While making my way through this list, I’ve read about more versions of alien life than I can count. Giant sandworms, killer plants, and even sentient planets. But few incarnations of extraterrestrial life are as strange and foreign as what Stanislaw Lem imagines in his groundbreaking novel Solaris. Set entirely on the titular planet, the alien in question is actually the ocean that covers the planet’s surface. And while a living ocean might not seem like the most far-fetched form alien life could possibly take, Lem’s description of its enigmatic nature and the inability of humans to understand and communicate with it is what makes it so fascinating. If you’re looking for fast-paced action and swashbuckling space battles, this is definitely not the book for you. But if you’re looking for an intelligent examination of how first contact with an alien life form might actually be, than you’ve got to give Solaris a shot.
Our protagonist is an astronaut named Kris Kelvin who has just arrived at the Solaris Station from Earth. Through Kelvin’s narration, we soon learn that the study of Solaris has been going on for a while – with a whole branch of science popping up (Solaristics) with various theories about the nature of the ocean and how it might be trying to communicate. Over the time they’ve been studying Solar, the ocean has created hundreds of shapes and configurations out of whatever material it’s made of – including complex geometric patterns and massive structures. While some scientists think that these spasms are the ocean’s way of trying to contact humans, others feel that these paroxysms are really just the death throes of a super-intelligent entity with no real way of communicating with humanity.
Upon arriving on Solaris, Kelvin is greeted by one of two astronauts currently on the station, a man named Snow who is acting very strangely. There is another man on board named Sartorius whose doesn’t come out of his room much, and Kelvin soon learns that a third man named Gibarian recently committed suicide on board for unknown reasons. After a while aboard the station Kelvin realizes that something is extremely wrong when he starts getting “visits.” The first is from a “giant Negress” (Lem’s description) who he sees wandering the halls of the station, apparently unaware that he even exists. The second is someone he knows very well: his dead wife who committed suicide.
We soon realize that the “visits” that each man on the station are having are actually being created by the ocean itself directly from their memories. Shocked at the realization, and deeply troubled by being confronted by his dead wife, Kelvin tries to help the remaining two crew mates find a solution to their visitors and decipher the meaning behind their appearance.

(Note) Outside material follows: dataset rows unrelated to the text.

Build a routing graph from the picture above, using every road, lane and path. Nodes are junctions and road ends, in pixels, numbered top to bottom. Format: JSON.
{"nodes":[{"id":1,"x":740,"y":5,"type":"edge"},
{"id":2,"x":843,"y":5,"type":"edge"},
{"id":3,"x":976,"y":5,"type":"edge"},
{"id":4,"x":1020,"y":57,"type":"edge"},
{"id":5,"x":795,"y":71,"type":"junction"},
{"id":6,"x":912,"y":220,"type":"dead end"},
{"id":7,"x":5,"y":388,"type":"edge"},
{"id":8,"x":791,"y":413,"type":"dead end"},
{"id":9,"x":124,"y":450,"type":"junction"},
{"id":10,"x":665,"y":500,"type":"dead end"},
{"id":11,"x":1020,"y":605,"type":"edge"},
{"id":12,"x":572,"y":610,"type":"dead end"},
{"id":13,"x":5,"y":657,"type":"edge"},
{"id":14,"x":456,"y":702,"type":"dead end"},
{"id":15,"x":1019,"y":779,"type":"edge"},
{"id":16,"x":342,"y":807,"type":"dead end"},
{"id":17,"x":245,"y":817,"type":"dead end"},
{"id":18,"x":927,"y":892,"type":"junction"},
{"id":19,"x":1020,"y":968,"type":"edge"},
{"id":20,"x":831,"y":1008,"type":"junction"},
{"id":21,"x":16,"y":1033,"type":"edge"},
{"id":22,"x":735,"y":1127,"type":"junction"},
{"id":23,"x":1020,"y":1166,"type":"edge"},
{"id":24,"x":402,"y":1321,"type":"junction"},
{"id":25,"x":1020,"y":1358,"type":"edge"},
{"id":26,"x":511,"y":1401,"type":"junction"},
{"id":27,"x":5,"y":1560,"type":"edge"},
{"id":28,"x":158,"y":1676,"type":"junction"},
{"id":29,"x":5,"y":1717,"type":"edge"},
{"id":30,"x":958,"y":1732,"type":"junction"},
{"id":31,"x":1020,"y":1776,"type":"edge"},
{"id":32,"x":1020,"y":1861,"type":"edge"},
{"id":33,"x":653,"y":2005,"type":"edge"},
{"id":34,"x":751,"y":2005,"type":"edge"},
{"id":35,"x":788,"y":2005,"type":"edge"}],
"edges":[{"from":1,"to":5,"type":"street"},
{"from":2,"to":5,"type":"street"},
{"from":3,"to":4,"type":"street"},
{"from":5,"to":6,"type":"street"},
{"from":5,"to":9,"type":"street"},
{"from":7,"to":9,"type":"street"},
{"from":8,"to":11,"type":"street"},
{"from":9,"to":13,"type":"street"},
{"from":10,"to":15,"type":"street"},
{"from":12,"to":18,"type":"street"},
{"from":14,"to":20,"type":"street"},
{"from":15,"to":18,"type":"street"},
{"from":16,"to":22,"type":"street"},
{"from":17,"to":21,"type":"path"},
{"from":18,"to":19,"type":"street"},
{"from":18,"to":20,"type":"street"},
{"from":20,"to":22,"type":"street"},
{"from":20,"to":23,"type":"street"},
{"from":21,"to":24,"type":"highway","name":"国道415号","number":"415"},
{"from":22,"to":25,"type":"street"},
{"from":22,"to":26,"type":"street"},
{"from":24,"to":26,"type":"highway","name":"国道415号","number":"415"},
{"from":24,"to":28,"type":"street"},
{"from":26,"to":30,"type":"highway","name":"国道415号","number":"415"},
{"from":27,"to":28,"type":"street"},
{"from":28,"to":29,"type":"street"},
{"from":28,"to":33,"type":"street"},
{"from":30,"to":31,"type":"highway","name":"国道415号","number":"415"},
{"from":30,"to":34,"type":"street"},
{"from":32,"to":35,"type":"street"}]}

If you’ve only seen the movie version of Solaris (either one), you might get the idea that the story is primarily about the relationship between Kelvin and his dead wife – and the complicated emotions surrounding their history. And while that element is crucial to the book, the both movies leave out most of Lem’s most inventive and thought-provoking narrative elements. While Solaris is still a book about the need for us to look within ourselves for answers to the universe’s most difficult questions, it’s also about the idea that, given the complexity and vastness of the universe, trying to comprehend and communicate with an extraterrestrial life form may be damn near impossible – no matter how much we try to anthropomorphize them. And while it may not be the most uplifting or satisfying realization, Lem is able to explore the topic from a perspective that is both sensitive and imaginative. If you’re in the right mood, that’s a great combination.